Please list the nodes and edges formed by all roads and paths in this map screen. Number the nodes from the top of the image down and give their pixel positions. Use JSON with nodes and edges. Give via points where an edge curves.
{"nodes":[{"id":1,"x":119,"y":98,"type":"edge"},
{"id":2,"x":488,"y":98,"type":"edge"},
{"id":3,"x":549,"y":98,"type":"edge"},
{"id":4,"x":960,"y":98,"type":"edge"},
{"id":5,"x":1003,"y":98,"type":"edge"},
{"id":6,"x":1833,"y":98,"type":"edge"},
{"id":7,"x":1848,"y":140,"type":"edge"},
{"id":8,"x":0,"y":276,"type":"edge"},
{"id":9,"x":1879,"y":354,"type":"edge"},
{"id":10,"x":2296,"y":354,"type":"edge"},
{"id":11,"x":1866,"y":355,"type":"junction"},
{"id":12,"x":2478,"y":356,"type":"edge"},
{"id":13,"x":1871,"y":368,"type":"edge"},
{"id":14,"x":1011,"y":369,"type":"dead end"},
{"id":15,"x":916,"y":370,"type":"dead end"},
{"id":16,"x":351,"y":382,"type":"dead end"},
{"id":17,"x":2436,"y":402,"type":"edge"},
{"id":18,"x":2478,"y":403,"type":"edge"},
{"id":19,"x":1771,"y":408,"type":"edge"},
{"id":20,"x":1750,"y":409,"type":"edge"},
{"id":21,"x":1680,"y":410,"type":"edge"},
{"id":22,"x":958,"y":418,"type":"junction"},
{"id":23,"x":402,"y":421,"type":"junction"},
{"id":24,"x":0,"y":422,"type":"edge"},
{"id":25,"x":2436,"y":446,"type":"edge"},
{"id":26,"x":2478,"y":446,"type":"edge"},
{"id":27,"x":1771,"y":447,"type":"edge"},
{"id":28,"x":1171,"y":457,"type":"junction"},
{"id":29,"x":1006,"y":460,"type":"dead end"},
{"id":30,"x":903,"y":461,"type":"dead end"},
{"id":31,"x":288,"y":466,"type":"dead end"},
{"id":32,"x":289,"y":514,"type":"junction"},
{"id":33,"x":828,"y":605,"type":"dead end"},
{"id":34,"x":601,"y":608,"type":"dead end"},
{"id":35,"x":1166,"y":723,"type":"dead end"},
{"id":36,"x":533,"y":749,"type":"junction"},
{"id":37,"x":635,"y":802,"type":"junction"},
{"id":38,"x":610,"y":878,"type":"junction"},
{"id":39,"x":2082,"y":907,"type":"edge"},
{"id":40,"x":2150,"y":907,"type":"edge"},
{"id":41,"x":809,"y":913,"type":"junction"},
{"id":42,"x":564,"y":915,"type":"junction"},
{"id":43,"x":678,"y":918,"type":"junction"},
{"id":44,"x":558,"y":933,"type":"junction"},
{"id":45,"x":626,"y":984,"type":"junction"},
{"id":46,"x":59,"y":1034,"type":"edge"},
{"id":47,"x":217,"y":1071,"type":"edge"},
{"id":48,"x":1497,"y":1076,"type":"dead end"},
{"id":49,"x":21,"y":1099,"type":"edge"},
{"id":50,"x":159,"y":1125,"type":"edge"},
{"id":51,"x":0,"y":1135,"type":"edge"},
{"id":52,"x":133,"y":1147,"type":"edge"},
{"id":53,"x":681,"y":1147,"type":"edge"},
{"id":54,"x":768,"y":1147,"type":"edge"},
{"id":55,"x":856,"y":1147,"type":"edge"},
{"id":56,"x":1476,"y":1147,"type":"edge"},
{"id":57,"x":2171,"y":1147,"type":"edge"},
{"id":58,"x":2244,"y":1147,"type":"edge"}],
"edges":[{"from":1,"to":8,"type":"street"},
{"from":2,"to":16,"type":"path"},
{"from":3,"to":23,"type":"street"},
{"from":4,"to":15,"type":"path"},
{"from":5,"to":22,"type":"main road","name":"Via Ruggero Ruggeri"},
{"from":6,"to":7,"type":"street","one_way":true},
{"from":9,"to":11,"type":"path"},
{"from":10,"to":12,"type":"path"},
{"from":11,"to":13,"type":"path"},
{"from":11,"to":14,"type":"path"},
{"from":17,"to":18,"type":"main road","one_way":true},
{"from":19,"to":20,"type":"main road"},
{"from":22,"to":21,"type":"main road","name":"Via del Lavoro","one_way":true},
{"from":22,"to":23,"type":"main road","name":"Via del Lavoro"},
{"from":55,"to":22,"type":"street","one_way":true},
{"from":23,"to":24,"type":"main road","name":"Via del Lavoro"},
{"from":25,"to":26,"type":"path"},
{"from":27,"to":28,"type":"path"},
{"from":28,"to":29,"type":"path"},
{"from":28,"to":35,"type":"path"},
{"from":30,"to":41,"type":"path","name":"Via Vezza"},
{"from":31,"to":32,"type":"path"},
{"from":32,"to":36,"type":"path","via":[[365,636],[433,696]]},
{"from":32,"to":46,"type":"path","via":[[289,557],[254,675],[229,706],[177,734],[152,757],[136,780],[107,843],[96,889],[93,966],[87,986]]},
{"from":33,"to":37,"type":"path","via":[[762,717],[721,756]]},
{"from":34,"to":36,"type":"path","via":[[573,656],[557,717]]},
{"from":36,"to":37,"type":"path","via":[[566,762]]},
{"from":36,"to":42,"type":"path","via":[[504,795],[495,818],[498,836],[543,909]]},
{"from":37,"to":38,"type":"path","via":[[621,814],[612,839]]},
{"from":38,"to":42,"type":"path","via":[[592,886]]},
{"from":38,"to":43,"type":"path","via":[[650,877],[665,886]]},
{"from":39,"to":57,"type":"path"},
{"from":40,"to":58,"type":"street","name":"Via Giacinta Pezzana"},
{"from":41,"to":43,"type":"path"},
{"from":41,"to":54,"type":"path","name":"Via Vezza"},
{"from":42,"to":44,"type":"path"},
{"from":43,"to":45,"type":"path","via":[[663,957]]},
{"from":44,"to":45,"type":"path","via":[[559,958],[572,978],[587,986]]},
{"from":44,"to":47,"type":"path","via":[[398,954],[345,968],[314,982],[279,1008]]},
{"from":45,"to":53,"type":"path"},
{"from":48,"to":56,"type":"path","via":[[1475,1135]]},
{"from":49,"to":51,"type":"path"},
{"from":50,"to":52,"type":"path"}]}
------------------------------------------------------------
Copy the whole listing, word for word.

Please list the nodes and edges formed by all roads and paths in this map screen. Number the nodes from the top of the image down and give their pixel positions. Use JSON with nodes and edges. Give via points where an edge curves.
{"nodes":[{"id":1,"x":119,"y":98,"type":"edge"},
{"id":2,"x":488,"y":98,"type":"edge"},
{"id":3,"x":549,"y":98,"type":"edge"},
{"id":4,"x":960,"y":98,"type":"edge"},
{"id":5,"x":1003,"y":98,"type":"edge"},
{"id":6,"x":1833,"y":98,"type":"edge"},
{"id":7,"x":1848,"y":140,"type":"edge"},
{"id":8,"x":0,"y":276,"type":"edge"},
{"id":9,"x":1879,"y":354,"type":"edge"},
{"id":10,"x":2296,"y":354,"type":"edge"},
{"id":11,"x":1866,"y":355,"type":"junction"},
{"id":12,"x":2478,"y":356,"type":"edge"},
{"id":13,"x":1871,"y":368,"type":"edge"},
{"id":14,"x":1011,"y":369,"type":"dead end"},
{"id":15,"x":916,"y":370,"type":"dead end"},
{"id":16,"x":351,"y":382,"type":"dead end"},
{"id":17,"x":2436,"y":402,"type":"edge"},
{"id":18,"x":2478,"y":403,"type":"edge"},
{"id":19,"x":1771,"y":408,"type":"edge"},
{"id":20,"x":1750,"y":409,"type":"edge"},
{"id":21,"x":1680,"y":410,"type":"edge"},
{"id":22,"x":958,"y":418,"type":"junction"},
{"id":23,"x":402,"y":421,"type":"junction"},
{"id":24,"x":0,"y":422,"type":"edge"},
{"id":25,"x":2436,"y":446,"type":"edge"},
{"id":26,"x":2478,"y":446,"type":"edge"},
{"id":27,"x":1771,"y":447,"type":"edge"},
{"id":28,"x":1171,"y":457,"type":"junction"},
{"id":29,"x":1006,"y":460,"type":"dead end"},
{"id":30,"x":903,"y":461,"type":"dead end"},
{"id":31,"x":288,"y":466,"type":"dead end"},
{"id":32,"x":289,"y":514,"type":"junction"},
{"id":33,"x":828,"y":605,"type":"dead end"},
{"id":34,"x":601,"y":608,"type":"dead end"},
{"id":35,"x":1166,"y":723,"type":"dead end"},
{"id":36,"x":533,"y":749,"type":"junction"},
{"id":37,"x":635,"y":802,"type":"junction"},
{"id":38,"x":610,"y":878,"type":"junction"},
{"id":39,"x":2082,"y":907,"type":"edge"},
{"id":40,"x":2150,"y":907,"type":"edge"},
{"id":41,"x":809,"y":913,"type":"junction"},
{"id":42,"x":564,"y":915,"type":"junction"},
{"id":43,"x":678,"y":918,"type":"junction"},
{"id":44,"x":558,"y":933,"type":"junction"},
{"id":45,"x":626,"y":984,"type":"junction"},
{"id":46,"x":59,"y":1034,"type":"edge"},
{"id":47,"x":217,"y":1071,"type":"edge"},
{"id":48,"x":1497,"y":1076,"type":"dead end"},
{"id":49,"x":21,"y":1099,"type":"edge"},
{"id":50,"x":159,"y":1125,"type":"edge"},
{"id":51,"x":0,"y":1135,"type":"edge"},
{"id":52,"x":133,"y":1147,"type":"edge"},
{"id":53,"x":681,"y":1147,"type":"edge"},
{"id":54,"x":768,"y":1147,"type":"edge"},
{"id":55,"x":856,"y":1147,"type":"edge"},
{"id":56,"x":1476,"y":1147,"type":"edge"},
{"id":57,"x":2171,"y":1147,"type":"edge"},
{"id":58,"x":2244,"y":1147,"type":"edge"}],
"edges":[{"from":1,"to":8,"type":"street"},
{"from":2,"to":16,"type":"path"},
{"from":3,"to":23,"type":"street"},
{"from":4,"to":15,"type":"path"},
{"from":5,"to":22,"type":"main road","name":"Via Ruggero Ruggeri"},
{"from":6,"to":7,"type":"street","one_way":true},
{"from":9,"to":11,"type":"path"},
{"from":10,"to":12,"type":"path"},
{"from":11,"to":13,"type":"path"},
{"from":11,"to":14,"type":"path"},
{"from":17,"to":18,"type":"main road","one_way":true},
{"from":19,"to":20,"type":"main road"},
{"from":22,"to":21,"type":"main road","name":"Via del Lavoro","one_way":true},
{"from":22,"to":23,"type":"main road","name":"Via del Lavoro"},
{"from":55,"to":22,"type":"street","one_way":true},
{"from":23,"to":24,"type":"main road","name":"Via del Lavoro"},
{"from":25,"to":26,"type":"path"},
{"from":27,"to":28,"type":"path"},
{"from":28,"to":29,"type":"path"},
{"from":28,"to":35,"type":"path"},
{"from":30,"to":41,"type":"path","name":"Via Vezza"},
{"from":31,"to":32,"type":"path"},
{"from":32,"to":36,"type":"path","via":[[365,636],[433,696]]},
{"from":32,"to":46,"type":"path","via":[[289,557],[254,675],[229,706],[177,734],[152,757],[136,780],[107,843],[96,889],[93,966],[87,986]]},
{"from":33,"to":37,"type":"path","via":[[762,717],[721,756]]},
{"from":34,"to":36,"type":"path","via":[[573,656],[557,717]]},
{"from":36,"to":37,"type":"path","via":[[566,762]]},
{"from":36,"to":42,"type":"path","via":[[504,795],[495,818],[498,836],[543,909]]},
{"from":37,"to":38,"type":"path","via":[[621,814],[612,839]]},
{"from":38,"to":42,"type":"path","via":[[592,886]]},
{"from":38,"to":43,"type":"path","via":[[650,877],[665,886]]},
{"from":39,"to":57,"type":"path"},
{"from":40,"to":58,"type":"street","name":"Via Giacinta Pezzana"},
{"from":41,"to":43,"type":"path"},
{"from":41,"to":54,"type":"path","name":"Via Vezza"},
{"from":42,"to":44,"type":"path"},
{"from":43,"to":45,"type":"path","via":[[663,957]]},
{"from":44,"to":45,"type":"path","via":[[559,958],[572,978],[587,986]]},
{"from":44,"to":47,"type":"path","via":[[398,954],[345,968],[314,982],[279,1008]]},
{"from":45,"to":53,"type":"path"},
{"from":48,"to":56,"type":"path","via":[[1475,1135]]},
{"from":49,"to":51,"type":"path"},
{"from":50,"to":52,"type":"path"}]}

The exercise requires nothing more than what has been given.